Product and Company Name Should be the Same

Back when we started Pardot in 2007, we didn’t know any better and decided that our product needed a separate name from our company. After tons of brainstorming we finally arrived at a name that we liked and was available: Prospect Insight. Since Pardot didn’t mean anything to anyone, we felt that our product name needed to be more descriptive, hence the name. Also, being a little nerdy, we liked that Prospect Insight could be abbreviated PI, hence lots of jokes about pi (3.14159…).

After several years of trying to build brand equity in both the company Pardot and the product Prospect Insight, all our customers would call up and ask for help with Pardot, not Prospect Insight. Customers didn’t care what we called the product as everything was simply Pardot. Instead of trying to fight it, we embraced it and rebranded our product as Pardot. That is, the company and the product were one and the same. To this day, you can go to prospectinsight.com as well as pi.pardot.com and see remnants of a disconnected product name and company name.

For startups, the product and company name should be one and the same.

What else? What are some more thoughts on keeping the company and product name consistent?

Comments

12 responses to “Product and Company Name Should be the Same”

  1. Gil Benton Avatar

    That is a great insight… I have seen it both ways. I loved our product name at BroadSource, “OneSource.” It was not unique, but it was unique in our space. Early at Vendormate, it seemed liked we brainstormed names nightly, the best of which might have been “VendorOver”… thanks Jessie. Our product was originally “Vison,” but is now called “Credential Manager.” I like “Vision,” but I’m bias as I think I came up with it (keep me honest, Joey and Andy). I am now with Clean Hands Safe Hands, which might be a tough “product” name, but as a company that monitors hand hygiene in hosptials, the name tells a great story to our customers. Clear, concise, and memorable, just tough to spell out everytime in URL and emails.

  2. Kevin OMalley Avatar

    Couldn’t agree more! This is something that I learned while at a big company, UPS. They spent 25+ years building brands for “next day air” “2nd day air” etc…and after millions of dollars spent the awareness among it’s most loyal business customers was 50-70%. They studied the reason and it came down to that the customer didn’t care! All they cared about was can UPS solve their problem of getting it when/where they needed it. This was the driver for “what can Brown do for you?” and building a single brand for UPS. Great post as always!

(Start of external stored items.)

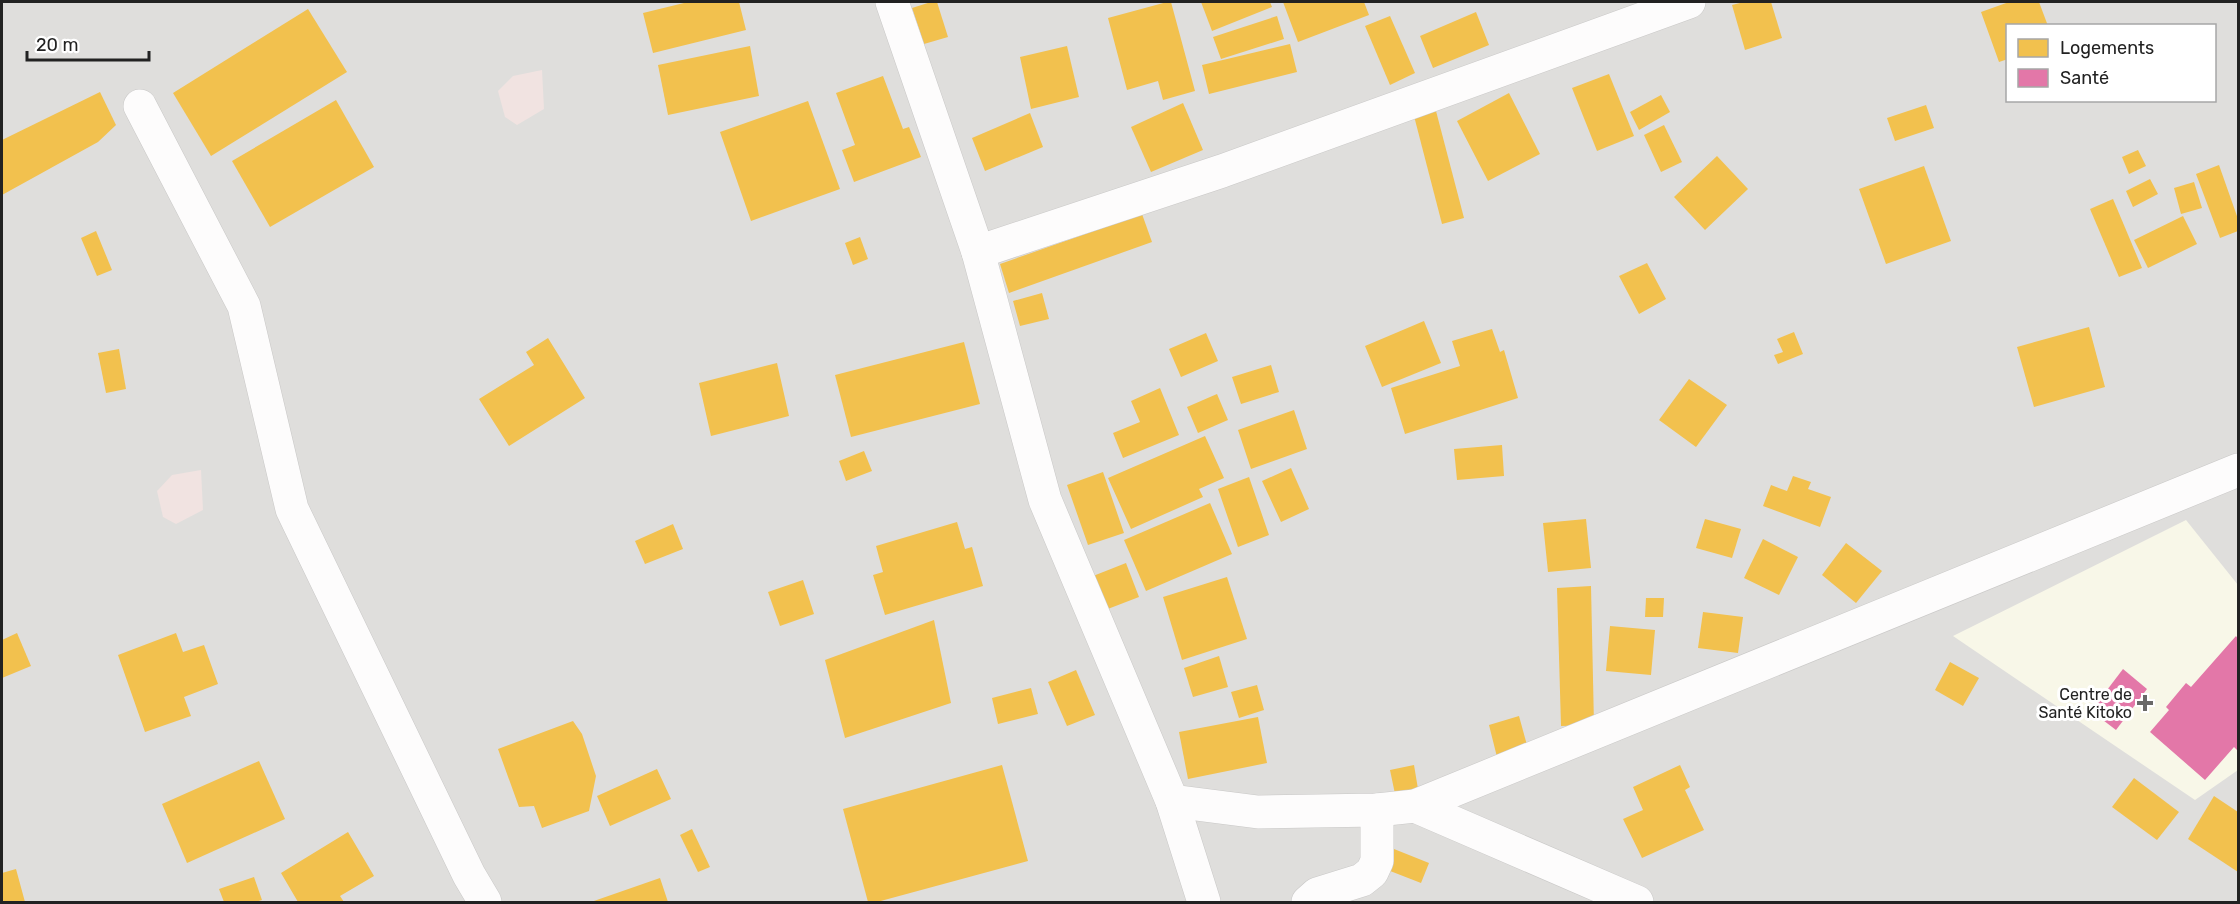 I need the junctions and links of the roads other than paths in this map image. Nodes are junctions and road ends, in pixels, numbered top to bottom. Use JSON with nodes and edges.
{"nodes":[{"id":1,"x":892,"y":2,"type":"edge"},
{"id":2,"x":1689,"y":2,"type":"edge"},
{"id":3,"x":140,"y":106,"type":"dead end"},
{"id":4,"x":978,"y":252,"type":"junction"},
{"id":5,"x":2238,"y":470,"type":"edge"},
{"id":6,"x":1172,"y":801,"type":"junction"},
{"id":7,"x":1415,"y":806,"type":"junction"},
{"id":8,"x":1377,"y":810,"type":"junction"},
{"id":9,"x":485,"y":903,"type":"edge"},
{"id":10,"x":1204,"y":903,"type":"edge"},
{"id":11,"x":1308,"y":903,"type":"edge"},
{"id":12,"x":1637,"y":903,"type":"edge"}],
"edges":[{"from":1,"to":4,"type":"street"},
{"from":2,"to":4,"type":"street"},
{"from":3,"to":9,"type":"street"},
{"from":4,"to":6,"type":"street"},
{"from":5,"to":7,"type":"street"},
{"from":6,"to":8,"type":"street"},
{"from":6,"to":10,"type":"street"},
{"from":7,"to":8,"type":"street"},
{"from":7,"to":12,"type":"street"},
{"from":8,"to":11,"type":"street"}]}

  3. Kevin Strasser Avatar

    Totally agree with this philosophy.

    We are working on a new offering that also in the Twitter arena — but instead of trying to brand it under @TribeBoost we are calling it @ThoughtFlame.

    That was not our first instinct, but after research and reflection this was clearly the right thing to do — even though it requires more work (new name, new website, new social accounts, audiences starting at zero on said social accounts, etc, etc.)

  4. Robert Thanh Parker (@Parkerati) Avatar

    Kevin, it looks like the productinsights site goes to the official Pardot site. Congrats on all your success!

    1. Robert Thanh Parker (@Parkerati) Avatar

      Ugh, it’s late, I meant David, not Kevin, though Kevin, if you’re successful, then take back my take back.

  5. Shea Ellison Avatar

    We had the same situation when I worked for a Telecom software company back in the 90’s. People didn’t never quite connected with the name of the company, they just knew the name of the product – Telemate Software. After several years the company change its name from ‘Complimentary Solutions’ to Telemate.

  6. Chris Hopf Avatar

    Curious, if they asked you .. would you recommend Salesforce Pardot be transitioned to just Salesforce?

  7. Brandon Checketts Avatar
    Brandon Checketts

    As a company that fully intends on having multiple products, we’ve fought with this a little bit. but after 6-months of (mostly) consistent messaging, customers generally understand the difference between the company name and our product names.

  8. lanceweatherby Avatar
    lanceweatherby

    Agree 100%. A master brand strategy is the only strategy for an early stage startup. Old blog post on the subject. http://blog.weatherby.net/2009/02/yes-master.html

  9. mikeschinkel Avatar

    Definitely one brand. It takes time, effort and money to build a brand; trying to build two at once and then trying to get customers to understand the difference between the two is just the wrong approach. I know, I tried doing it back in the 90’s and our results with the additional brands proved that one is strongest.

  10. jmichaelneumeier Avatar
    jmichaelneumeier

    David great post. It inspired me to riff off it and draft a post for Arketi’s blog on the topic. My post, Should Products and Company Name Be One in the Same? (http://arketi.com/blog/archives/7759) tackles this issue from a marketer’s side. I hope you like it.

  11. Catrina Spano Avatar

    What if you have multiple products?